== Segment start ==
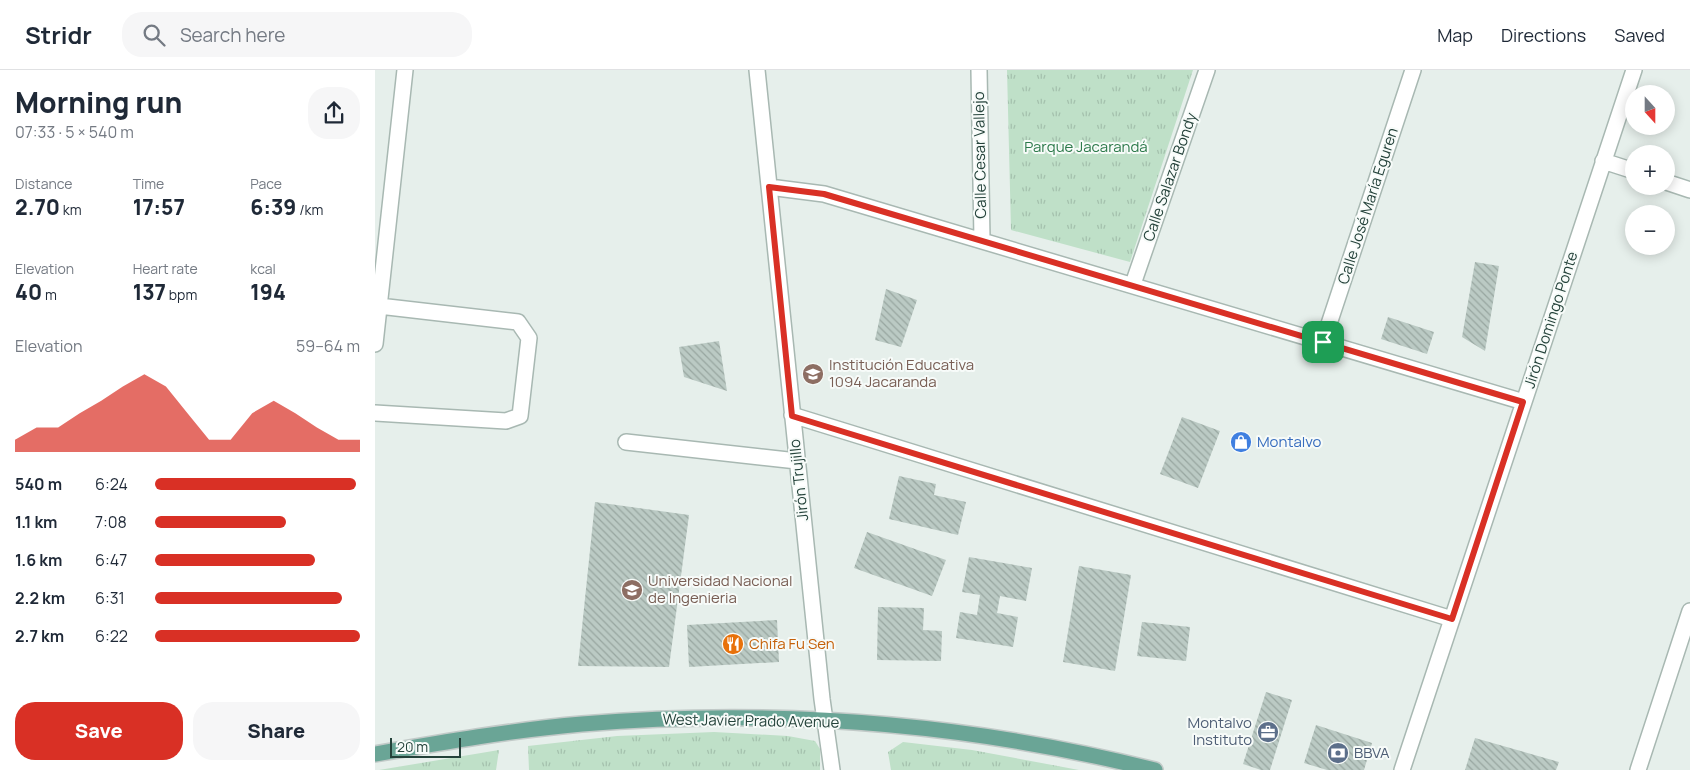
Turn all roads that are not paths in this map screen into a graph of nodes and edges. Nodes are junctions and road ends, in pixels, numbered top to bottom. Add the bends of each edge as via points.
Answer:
1 (405, 70) edge
2 (757, 70) edge
3 (979, 70) edge
4 (1207, 70) edge
5 (1413, 70) edge
6 (1634, 70) edge
7 (1603, 161) junction
8 (1625, 168) edge
9 (1675, 185) edge
10 (769, 187) junction
11 (1690, 190) edge
12 (982, 239) junction
13 (1133, 284) junction
14 (379, 306) junction
15 (1323, 342) junction
16 (375, 344) edge
17 (1523, 402) junction
18 (375, 413) edge
19 (792, 416) junction
20 (626, 442) dead end
21 (797, 461) junction
22 (1690, 611) edge
23 (1452, 619) junction
24 (825, 720) junction
25 (375, 754) edge
26 (832, 770) edge
27 (1155, 770) edge
28 (1402, 770) edge
29 (1638, 770) edge

1 - 14 street
2 - 10 street, Jirón Trujillo
3 - 12 street, Calle Cesar Vallejo
4 - 13 street, Calle Salazar Bondy
5 - 15 street, Calle José María Eguren
6 - 7 street, Jirón Domingo Ponte
7 - 8 street
7 - 17 street, Jirón Domingo Ponte
9 - 11 street
10 - 12 street via 824,194
10 - 19 street, Jirón Trujillo
12 - 13 street
13 - 15 street
14 - 16 street
14 - 18 street via 518,322 529,338 520,416 514,419
15 - 17 street
17 - 23 street, Jirón Domingo Ponte
19 - 21 street, Jirón Trujillo
19 - 23 street
20 - 21 street
21 - 24 street, Jirón Trujillo
22 - 29 street
23 - 28 street, Jirón Domingo Ponte
24 - 25 main road, West Javier Prado Avenue via 739,717 582,724 461,739
24 - 26 street, Jirón Trujillo
24 - 27 main road, West Javier Prado Avenue via 987,735 1086,753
== Segment end ==
WORK TO COMPLETE:
Retype each line above exactly. Leave the images out.

EXPECTED ANSWER:
Turn all roads that are not paths in this map screen into a graph of nodes and edges. Nodes are junctions and road ends, in pixels, numbered top to bottom. Add the bends of each edge as via points.
Answer:
1 (405, 70) edge
2 (757, 70) edge
3 (979, 70) edge
4 (1207, 70) edge
5 (1413, 70) edge
6 (1634, 70) edge
7 (1603, 161) junction
8 (1625, 168) edge
9 (1675, 185) edge
10 (769, 187) junction
11 (1690, 190) edge
12 (982, 239) junction
13 (1133, 284) junction
14 (379, 306) junction
15 (1323, 342) junction
16 (375, 344) edge
17 (1523, 402) junction
18 (375, 413) edge
19 (792, 416) junction
20 (626, 442) dead end
21 (797, 461) junction
22 (1690, 611) edge
23 (1452, 619) junction
24 (825, 720) junction
25 (375, 754) edge
26 (832, 770) edge
27 (1155, 770) edge
28 (1402, 770) edge
29 (1638, 770) edge

1 - 14 street
2 - 10 street, Jirón Trujillo
3 - 12 street, Calle Cesar Vallejo
4 - 13 street, Calle Salazar Bondy
5 - 15 street, Calle José María Eguren
6 - 7 street, Jirón Domingo Ponte
7 - 8 street
7 - 17 street, Jirón Domingo Ponte
9 - 11 street
10 - 12 street via 824,194
10 - 19 street, Jirón Trujillo
12 - 13 street
13 - 15 street
14 - 16 street
14 - 18 street via 518,322 529,338 520,416 514,419
15 - 17 street
17 - 23 street, Jirón Domingo Ponte
19 - 21 street, Jirón Trujillo
19 - 23 street
20 - 21 street
21 - 24 street, Jirón Trujillo
22 - 29 street
23 - 28 street, Jirón Domingo Ponte
24 - 25 main road, West Javier Prado Avenue via 739,717 582,724 461,739
24 - 26 street, Jirón Trujillo
24 - 27 main road, West Javier Prado Avenue via 987,735 1086,753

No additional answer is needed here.